しかし、今度はハル・ウィードがログナイト卿の杖を持っている手に対し、素早い動きで自分の手を添えた。まるで抑え付けるかのように。
レイ・ウィードも動こうとしていた。
何があった?
「ログナイト卿、お戯れを」
ハル・ウィードが困った笑顔を浮かべてそう言った。
お戯れ?
卿が何かしようとしたのか?
「ふぉっふぉっふぉ、貴公はただの音楽家ではない、か。流石は《双刃の業火》と呼ばれるだけあるのぉ。それにそこのベッピンな奥さんも反応しおった」
「恐れ入ります」
「儂の行動に勘づいたという事は、これの正体もわかった訳か」
するとログナイト卿は曲がっていた背筋をピンと伸ばし、持っていた杖を肩に乗せた。
こ、腰がまっすぐになった!?
今までのはわざと、腰を曲げていたのか?
「ええ。その杖は相当重量があるようですね。中に刃を仕込んでいますか?」
「いやいや、ただの鉄杖じゃよ。まぁ、叩くと相当痛いがな」
「でしょうね。杖を付いた時に、異常に重そうな音をしていたので」
「ふむ、それは貴公の噂の音魔法による情報かの?」
「その通りです、ログナイト卿。流石にいきなり私にそれを振り回す素振りを見せるとは、夢にも思っておりませんでしたよ」
つまり、ログナイト卿はそんな重い杖でハル・ウィードに対して殴り掛かろうとした?
それを事前に察知した奴は、攻撃される前に手を添えて抑止した、という事だろうか?
俺から見て、卿にそんな素振りがあった気配は一切なかったのだが……。
「ふぉっふぉ、なかなか有望な若者じゃの! よし、気に入った。今度儂の私兵と合同演習を行おうぞ!」
「有難う御座います、是非色々ご教授下さい」
二人は両手で固い握手を交わす。
二人の武の実力者が、交流を約束した。
これも貴族界隈にとっては大きな事件である。
そして最後はリリアーナ卿とララ卿が二人揃ってハル・ウィードに近付き、二人同時に奴の手を取った。

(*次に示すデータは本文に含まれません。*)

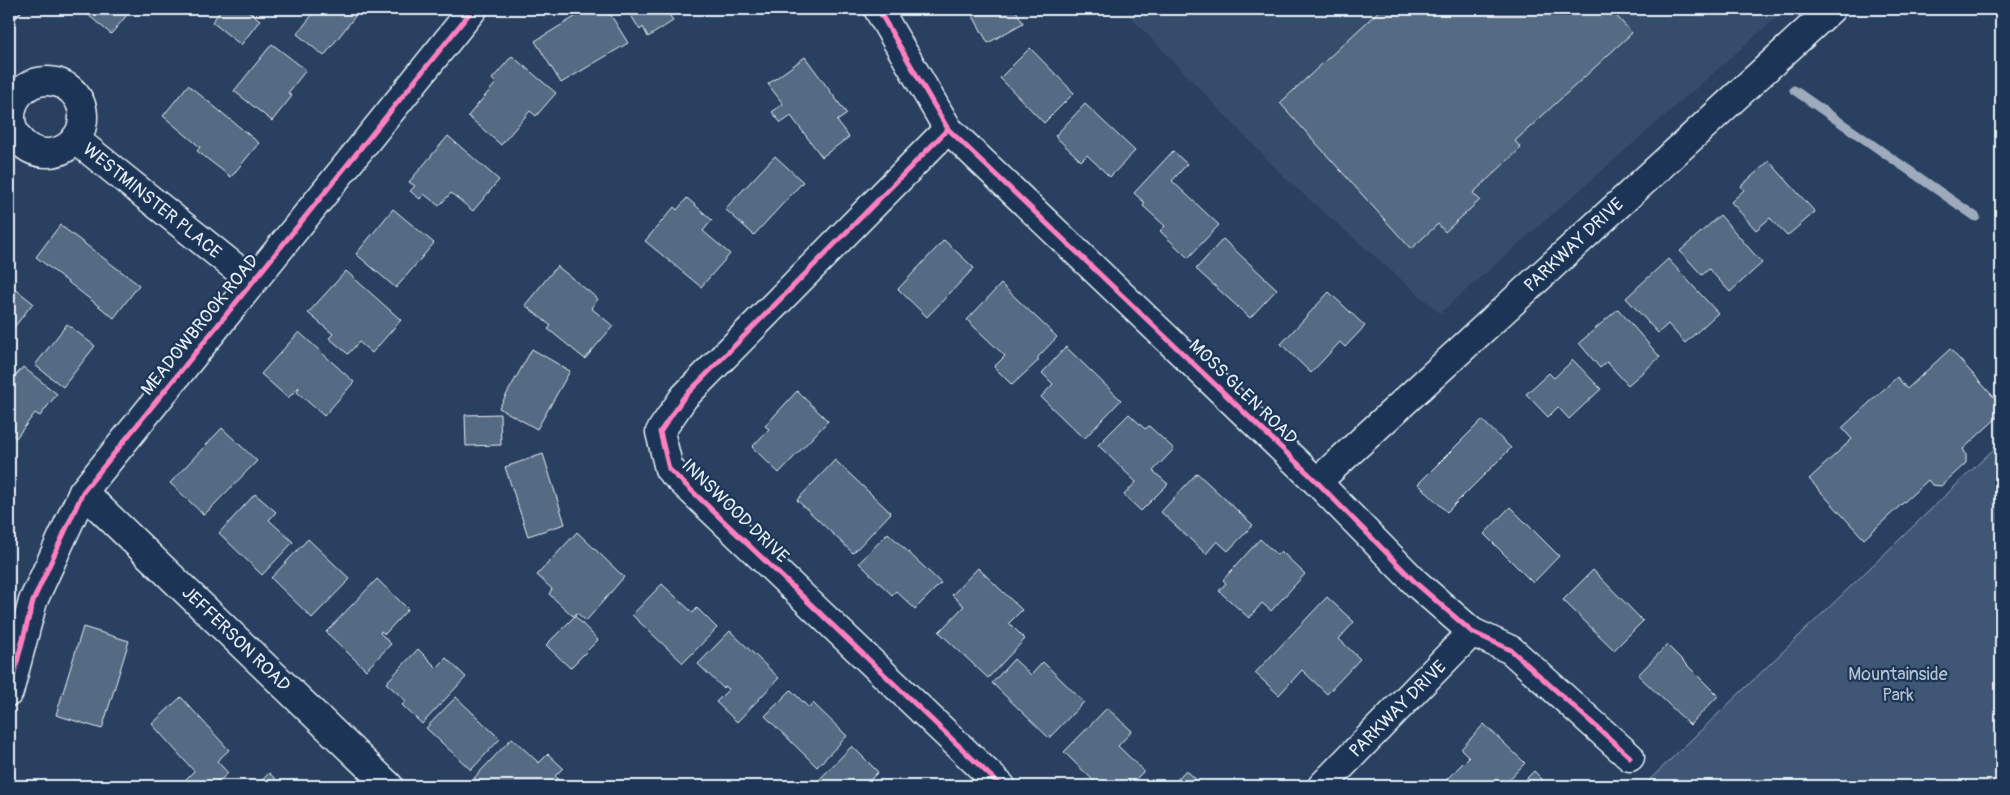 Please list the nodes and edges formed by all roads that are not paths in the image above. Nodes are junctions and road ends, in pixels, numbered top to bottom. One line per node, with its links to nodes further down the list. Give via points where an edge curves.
1 (12, 9): 5 (lane)
2 (473, 9): 9 (street, MEADOWBROOK ROAD)
3 (878, 9): 7 (street, MOSS GLEN ROAD)
4 (1831, 9): 10 (street, PARKWAY DRIVE)
5 (9, 13)
6 (11, 104): 8 (street, WESTMINSTER PLACE, via 12,127 24,146 34,151 57,152); 8 (street, WESTMINSTER PLACE, via 31,85 58,83 78,100 82,113 81,127)
7 (948, 129): 10 (street, MOSS GLEN ROAD); 16 (street, INNSWOOD DRIVE, via 684,397 660,432 669,468)
8 (75, 139): 9 (street, WESTMINSTER PLACE)
9 (252, 281): 11 (street, MEADOWBROOK ROAD)
10 (1317, 482): 12 (street, MOSS GLEN ROAD, via 1417,584)
11 (84, 492): 13 (street, MEADOWBROOK ROAD, via 33,601); 15 (street, JEFFERSON ROAD)
12 (1472, 632): 14 (street, MOSS GLEN ROAD, via 1511,650); 17 (street, PARKWAY DRIVE)
13 (9, 692)
14 (1630, 757)
15 (389, 786)
16 (1001, 786)
17 (1322, 786)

「貴方のその女性を際立たせるという素晴らしい考えに、とてもわたくしは感動しましたわ」
「有難う御座います、リリアーナ卿」
「わたくしも感動したわぁ! それにぃ、貴方の奥様達も素敵で、是非わたくしの美容方法を試していただきたいわぁ」
「きっと妻達も喜びます、ララ卿」
「ずるいですわ、ララ卿! わたくしの自慢の薔薇達も今度奥様達に差し上げますわ。そして、貴方にも似合う薔薇を見繕いますわ」
「楽しみにしています」
……五人の公爵と縁を繋いだ。
これは、もう誰もハル・ウィードの存在を無視できない程の出来事だ。
今後彼はどのような道を歩いていくのだろうか、俺にとっても楽しみで仕方ない。
卒業した後も、俺はハル・ウィードが歩む軌跡を是非とも見ようじゃないか。
心なしか、公爵達に受け入れられたハル・ウィードを見て、三人の妻達は嬉しそうな表情を浮かべていた。